Artists respond to the times in which they live, and so it’s no surprise that an increasing number of artists have been focusing on the climate change crisis in their work. Art has an amazing ability to spread awareness and inspire change, and can even offer real solutions. Yet, in light of the crisis, the art world might not be taking climate change as seriously as it should. Temporary art fairs all over the world produce massive amounts of waste from booths, art crates and concessions, and the art world elite expels tons of carbon into the air whilst flying on private jets from one to the next. Museums maintain spotty sponsorships with oil companies and fail to address climate change seriously in their protocol. Artists have been calling our awareness to environmental issues since the 1970s, but now sustainability has taken the spotlight.

Climate Meltdown by Rubem Robierb at Art Basel Miami, 2019

Two activist groups, Extinction Rebellion and Liberate Tate, are artist collectives that have been putting pressure on the art world to commit real change. They are known for staging performances and interventions that insist major arts institutions change their policies and practices to be sustainable and environmental friendly.

Liberate Tate is mostly concerned with the relationship between oil giant BP and the Tate museums. Over the past ten years, they have put on different creative performances to bring awareness to this issue as they see it. From visual and textual projections on the facade of the museums, to “die-ins” on the museum floors, these artist-activists aim to alert the public to the negative environmental impact of major arts institutions, and the ever-looming threat of climate change. In one performance, an individual covered in a black oil-like substance laid on the Tate Britain Museum floor for 87 minutes, each minute representing each day of the disastrous 2010 BP oil spill in the Gulf of Mexico. Over the years since, they have staged different performances at the museum focusing on the exact same BP oil relationship. Their tactic is shock-art, in order to ring the alarm to the crisis.

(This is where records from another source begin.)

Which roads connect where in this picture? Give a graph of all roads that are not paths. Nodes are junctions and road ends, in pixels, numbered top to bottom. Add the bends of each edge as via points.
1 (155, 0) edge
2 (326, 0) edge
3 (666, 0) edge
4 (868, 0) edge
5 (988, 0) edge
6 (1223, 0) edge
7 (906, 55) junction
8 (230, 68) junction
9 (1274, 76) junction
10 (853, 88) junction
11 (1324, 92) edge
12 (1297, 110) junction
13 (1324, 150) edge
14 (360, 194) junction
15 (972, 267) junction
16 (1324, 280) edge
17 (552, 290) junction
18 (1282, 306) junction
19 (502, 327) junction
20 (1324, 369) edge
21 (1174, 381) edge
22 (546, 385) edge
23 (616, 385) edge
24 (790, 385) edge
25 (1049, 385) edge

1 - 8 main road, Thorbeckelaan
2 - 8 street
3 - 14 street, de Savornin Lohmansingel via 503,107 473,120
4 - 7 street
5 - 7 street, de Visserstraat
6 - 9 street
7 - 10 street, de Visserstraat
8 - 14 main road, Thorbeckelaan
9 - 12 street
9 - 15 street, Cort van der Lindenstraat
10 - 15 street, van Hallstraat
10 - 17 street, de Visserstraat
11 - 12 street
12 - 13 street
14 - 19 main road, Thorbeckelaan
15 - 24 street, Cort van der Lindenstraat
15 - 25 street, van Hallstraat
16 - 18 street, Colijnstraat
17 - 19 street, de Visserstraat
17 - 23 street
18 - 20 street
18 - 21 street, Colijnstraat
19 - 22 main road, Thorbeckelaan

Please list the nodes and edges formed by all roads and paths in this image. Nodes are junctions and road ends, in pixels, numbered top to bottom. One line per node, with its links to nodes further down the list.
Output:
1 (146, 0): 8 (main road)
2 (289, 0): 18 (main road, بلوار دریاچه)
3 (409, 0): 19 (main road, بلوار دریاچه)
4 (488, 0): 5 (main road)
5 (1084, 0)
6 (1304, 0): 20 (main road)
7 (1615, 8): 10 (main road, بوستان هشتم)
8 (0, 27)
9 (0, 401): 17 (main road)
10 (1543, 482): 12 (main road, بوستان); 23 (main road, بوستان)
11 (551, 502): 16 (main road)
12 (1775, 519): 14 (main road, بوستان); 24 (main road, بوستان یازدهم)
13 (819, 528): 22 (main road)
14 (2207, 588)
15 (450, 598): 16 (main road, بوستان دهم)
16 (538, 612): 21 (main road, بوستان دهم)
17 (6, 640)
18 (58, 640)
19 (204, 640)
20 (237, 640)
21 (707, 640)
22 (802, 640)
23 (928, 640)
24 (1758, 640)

Liberate Tate. Human Cost, April 2011

Extinction Rebellion, a climate change activist group based out of London, has been turning its attention to the art world recently. Last year, they targeted Art Basel Miami. The group contributed to the various panel discussions of how the art world can become more sustainable, and they also took the opportunity to stage performance art protests around the event. They’ve been known for holding  “die-ins” on the floor of the Natural History Museum, and have enacted other colourful protest marches throughout art fairs and museums to protest the lack of action around climate change. Extinction Rebellion is less concerned with small changes like ridding the fair of plastic water bottles, instead of focusing on entire art fairs and the art world in order to promote accountability across the board. The concern lies with the museum ties to oil companies that wreak havoc in the oceans, the excessive jet setting lifestyle, and the way climate change is included in art fairs merely as a conversation. Liberate Tate and Extinction Rebellion are calling for real action now, and they won’t let up until it comes.

Extinction Rebellion, protest wearing red to signify the blood that unites all living species on earth.